→ Work item:
Only the count should appear in your answer: how many lines of the data below contain the word "graph"?

Stored entries

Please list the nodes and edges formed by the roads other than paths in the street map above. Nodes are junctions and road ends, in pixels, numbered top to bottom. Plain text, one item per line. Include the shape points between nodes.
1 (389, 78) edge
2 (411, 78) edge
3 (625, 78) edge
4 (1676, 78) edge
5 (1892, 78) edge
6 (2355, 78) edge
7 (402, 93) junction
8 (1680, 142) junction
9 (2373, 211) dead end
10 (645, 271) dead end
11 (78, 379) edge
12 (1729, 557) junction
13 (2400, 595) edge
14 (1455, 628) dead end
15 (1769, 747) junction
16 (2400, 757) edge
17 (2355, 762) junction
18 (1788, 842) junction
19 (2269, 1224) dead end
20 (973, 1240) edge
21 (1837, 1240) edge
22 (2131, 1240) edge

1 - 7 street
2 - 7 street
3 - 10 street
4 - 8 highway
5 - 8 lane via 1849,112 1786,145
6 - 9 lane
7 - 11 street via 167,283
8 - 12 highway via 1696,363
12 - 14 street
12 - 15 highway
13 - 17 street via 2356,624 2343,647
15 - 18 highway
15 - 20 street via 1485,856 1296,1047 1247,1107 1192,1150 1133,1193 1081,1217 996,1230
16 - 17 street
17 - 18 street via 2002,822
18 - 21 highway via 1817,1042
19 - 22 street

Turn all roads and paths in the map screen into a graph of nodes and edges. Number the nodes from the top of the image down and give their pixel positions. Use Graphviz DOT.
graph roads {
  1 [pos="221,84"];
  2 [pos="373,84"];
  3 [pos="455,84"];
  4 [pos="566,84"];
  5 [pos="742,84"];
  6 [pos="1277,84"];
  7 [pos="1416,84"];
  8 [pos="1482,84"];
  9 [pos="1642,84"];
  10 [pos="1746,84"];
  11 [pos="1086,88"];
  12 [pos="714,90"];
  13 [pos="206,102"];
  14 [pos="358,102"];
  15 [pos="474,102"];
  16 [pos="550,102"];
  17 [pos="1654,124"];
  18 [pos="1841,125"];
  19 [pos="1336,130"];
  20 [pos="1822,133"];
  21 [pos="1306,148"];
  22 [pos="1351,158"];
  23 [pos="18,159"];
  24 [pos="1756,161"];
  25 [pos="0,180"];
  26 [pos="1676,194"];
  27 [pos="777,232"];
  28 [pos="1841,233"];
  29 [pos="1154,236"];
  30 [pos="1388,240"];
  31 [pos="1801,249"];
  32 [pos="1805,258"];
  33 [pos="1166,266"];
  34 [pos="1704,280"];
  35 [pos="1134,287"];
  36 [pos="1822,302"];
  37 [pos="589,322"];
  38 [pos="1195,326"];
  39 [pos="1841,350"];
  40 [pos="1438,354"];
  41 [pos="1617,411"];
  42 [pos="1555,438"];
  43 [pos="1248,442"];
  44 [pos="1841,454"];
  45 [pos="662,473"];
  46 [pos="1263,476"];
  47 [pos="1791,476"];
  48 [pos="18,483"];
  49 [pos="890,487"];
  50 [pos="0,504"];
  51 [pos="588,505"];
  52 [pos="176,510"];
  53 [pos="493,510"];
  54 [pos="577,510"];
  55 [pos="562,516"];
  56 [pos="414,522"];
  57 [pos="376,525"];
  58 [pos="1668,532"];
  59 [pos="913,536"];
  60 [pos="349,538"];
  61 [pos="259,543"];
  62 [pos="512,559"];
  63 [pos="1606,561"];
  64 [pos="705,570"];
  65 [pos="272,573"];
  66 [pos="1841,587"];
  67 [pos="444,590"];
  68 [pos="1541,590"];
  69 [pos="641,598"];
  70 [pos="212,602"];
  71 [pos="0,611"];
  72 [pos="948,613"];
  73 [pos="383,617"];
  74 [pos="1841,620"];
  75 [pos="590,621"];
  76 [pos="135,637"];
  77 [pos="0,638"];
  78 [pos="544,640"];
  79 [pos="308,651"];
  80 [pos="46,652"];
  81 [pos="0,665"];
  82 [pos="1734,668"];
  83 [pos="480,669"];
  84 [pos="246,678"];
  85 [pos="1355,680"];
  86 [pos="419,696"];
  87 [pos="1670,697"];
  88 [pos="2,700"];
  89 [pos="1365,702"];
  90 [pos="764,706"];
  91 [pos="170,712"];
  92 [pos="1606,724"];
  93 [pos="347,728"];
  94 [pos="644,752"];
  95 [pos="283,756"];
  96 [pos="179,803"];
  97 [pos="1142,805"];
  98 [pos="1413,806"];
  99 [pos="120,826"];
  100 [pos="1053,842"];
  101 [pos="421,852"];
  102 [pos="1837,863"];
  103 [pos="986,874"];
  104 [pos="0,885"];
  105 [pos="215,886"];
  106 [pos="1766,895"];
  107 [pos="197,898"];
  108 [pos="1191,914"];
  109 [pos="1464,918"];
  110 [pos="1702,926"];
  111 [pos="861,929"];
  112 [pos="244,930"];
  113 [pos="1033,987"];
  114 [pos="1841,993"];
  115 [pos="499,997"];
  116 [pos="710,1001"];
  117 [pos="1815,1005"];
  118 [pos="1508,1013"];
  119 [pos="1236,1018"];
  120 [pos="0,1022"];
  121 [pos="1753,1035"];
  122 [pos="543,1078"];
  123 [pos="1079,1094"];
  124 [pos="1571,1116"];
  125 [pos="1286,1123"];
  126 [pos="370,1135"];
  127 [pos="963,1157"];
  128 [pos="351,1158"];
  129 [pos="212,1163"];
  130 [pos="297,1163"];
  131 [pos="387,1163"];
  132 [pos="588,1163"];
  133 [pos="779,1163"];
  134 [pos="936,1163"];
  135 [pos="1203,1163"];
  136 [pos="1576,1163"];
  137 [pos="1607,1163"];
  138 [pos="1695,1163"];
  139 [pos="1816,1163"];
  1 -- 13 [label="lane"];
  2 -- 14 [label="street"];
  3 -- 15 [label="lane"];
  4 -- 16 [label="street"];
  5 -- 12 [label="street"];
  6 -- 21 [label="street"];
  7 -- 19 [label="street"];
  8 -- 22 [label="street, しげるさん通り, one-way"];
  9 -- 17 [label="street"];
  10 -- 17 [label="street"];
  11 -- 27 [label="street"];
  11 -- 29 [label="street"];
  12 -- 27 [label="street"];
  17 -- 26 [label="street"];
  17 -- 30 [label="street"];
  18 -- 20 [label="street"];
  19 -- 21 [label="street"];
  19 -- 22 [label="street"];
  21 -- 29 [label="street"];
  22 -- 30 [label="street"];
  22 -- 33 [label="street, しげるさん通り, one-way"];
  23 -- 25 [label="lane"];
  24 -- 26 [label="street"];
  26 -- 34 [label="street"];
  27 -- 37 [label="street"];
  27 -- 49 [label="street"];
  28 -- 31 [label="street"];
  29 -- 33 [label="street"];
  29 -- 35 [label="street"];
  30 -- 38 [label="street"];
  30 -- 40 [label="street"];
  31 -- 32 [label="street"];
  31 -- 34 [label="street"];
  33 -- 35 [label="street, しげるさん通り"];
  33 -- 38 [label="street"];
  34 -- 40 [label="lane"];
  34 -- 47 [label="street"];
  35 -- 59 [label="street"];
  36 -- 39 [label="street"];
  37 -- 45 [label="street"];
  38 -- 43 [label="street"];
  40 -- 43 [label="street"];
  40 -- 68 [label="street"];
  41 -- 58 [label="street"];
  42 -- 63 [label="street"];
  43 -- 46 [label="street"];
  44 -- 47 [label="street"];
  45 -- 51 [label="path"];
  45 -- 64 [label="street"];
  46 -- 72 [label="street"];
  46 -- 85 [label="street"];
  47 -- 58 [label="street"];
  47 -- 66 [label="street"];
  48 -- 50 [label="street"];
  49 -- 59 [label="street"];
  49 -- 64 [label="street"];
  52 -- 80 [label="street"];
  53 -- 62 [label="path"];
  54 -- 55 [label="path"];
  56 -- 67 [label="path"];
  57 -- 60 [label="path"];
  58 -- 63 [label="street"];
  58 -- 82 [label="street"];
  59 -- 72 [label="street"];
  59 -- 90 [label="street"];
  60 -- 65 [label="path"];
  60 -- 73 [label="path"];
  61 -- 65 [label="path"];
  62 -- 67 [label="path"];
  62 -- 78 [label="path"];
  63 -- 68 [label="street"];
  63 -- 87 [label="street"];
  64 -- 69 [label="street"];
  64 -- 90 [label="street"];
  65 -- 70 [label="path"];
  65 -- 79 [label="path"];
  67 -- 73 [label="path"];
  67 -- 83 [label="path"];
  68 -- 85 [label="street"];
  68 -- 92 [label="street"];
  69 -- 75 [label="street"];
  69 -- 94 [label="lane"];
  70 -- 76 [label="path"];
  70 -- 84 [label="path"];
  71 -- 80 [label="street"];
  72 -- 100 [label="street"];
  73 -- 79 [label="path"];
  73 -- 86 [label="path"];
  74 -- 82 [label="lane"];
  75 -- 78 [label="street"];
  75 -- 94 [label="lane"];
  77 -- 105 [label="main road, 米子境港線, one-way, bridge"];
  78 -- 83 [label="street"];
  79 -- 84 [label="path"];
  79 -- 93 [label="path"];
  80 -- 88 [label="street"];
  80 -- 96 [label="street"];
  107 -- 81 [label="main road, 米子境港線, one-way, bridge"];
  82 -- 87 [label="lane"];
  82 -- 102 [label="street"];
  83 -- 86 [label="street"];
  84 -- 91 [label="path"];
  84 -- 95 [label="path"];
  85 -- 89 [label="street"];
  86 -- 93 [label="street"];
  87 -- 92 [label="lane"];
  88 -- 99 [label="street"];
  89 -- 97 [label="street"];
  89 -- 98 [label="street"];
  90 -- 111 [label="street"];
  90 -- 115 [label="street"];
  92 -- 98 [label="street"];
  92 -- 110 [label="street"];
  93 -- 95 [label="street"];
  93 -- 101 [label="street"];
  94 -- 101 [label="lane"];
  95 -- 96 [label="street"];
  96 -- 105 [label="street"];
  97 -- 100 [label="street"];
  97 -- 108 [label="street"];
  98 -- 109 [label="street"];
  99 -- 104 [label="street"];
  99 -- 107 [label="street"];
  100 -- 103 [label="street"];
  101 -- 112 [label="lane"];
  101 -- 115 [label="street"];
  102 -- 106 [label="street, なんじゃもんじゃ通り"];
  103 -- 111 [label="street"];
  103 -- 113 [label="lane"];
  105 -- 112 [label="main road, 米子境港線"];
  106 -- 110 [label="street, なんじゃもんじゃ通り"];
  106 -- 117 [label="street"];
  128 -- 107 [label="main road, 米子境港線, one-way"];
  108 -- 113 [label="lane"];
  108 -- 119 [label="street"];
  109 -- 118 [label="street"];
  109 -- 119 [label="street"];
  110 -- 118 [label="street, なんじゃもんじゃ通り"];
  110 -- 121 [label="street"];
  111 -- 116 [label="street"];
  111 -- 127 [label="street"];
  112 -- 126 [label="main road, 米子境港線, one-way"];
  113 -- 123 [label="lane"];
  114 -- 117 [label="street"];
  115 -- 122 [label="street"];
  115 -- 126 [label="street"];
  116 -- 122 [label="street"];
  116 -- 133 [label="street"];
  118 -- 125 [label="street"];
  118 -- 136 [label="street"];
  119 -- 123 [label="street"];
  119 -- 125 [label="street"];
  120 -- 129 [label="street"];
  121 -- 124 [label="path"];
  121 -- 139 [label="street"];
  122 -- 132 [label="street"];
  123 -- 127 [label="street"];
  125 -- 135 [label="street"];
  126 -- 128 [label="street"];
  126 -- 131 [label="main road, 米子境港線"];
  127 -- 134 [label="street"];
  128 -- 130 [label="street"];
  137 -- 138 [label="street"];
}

→ Output for this task:
2